The task: Copy every line from the records that holds the word "Cliff".

Data to process:
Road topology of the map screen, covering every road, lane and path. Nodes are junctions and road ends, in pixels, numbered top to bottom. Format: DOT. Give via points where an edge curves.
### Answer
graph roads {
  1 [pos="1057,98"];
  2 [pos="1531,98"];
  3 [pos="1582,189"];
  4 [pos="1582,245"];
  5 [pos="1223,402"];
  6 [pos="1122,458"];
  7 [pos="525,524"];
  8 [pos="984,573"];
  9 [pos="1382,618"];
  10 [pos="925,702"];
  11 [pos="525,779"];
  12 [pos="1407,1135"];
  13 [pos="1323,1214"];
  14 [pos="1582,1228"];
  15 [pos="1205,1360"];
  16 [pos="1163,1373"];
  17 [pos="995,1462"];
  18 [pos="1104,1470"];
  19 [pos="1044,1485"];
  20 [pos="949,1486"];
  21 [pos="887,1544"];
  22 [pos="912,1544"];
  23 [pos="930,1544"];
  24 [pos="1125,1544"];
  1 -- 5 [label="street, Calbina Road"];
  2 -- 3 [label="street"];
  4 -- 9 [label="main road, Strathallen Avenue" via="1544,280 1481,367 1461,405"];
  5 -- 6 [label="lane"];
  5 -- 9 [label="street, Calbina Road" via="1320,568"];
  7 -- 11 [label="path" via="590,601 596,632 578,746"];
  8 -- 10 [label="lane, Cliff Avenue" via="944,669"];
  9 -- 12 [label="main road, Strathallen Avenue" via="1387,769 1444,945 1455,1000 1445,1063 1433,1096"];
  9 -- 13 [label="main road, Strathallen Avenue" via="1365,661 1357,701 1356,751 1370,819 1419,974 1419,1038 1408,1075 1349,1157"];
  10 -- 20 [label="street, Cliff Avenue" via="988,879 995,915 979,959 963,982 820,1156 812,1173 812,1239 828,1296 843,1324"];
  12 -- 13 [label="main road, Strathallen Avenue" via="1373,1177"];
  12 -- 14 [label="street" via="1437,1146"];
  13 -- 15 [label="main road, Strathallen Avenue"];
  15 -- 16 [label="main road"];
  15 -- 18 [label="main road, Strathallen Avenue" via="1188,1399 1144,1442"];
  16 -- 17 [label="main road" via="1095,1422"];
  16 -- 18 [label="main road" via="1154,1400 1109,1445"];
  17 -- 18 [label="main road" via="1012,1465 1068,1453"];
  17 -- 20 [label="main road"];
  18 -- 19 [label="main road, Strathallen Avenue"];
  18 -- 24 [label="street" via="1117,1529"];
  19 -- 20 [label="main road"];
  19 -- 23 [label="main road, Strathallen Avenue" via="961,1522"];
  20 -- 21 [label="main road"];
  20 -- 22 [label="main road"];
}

Solution to this exercise:
  8 -- 10 [label="lane, Cliff Avenue" via="944,669"];
  10 -- 20 [label="street, Cliff Avenue" via="988,879 995,915 979,959 963,982 820,1156 812,1173 812,1239 828,1296 843,1324"];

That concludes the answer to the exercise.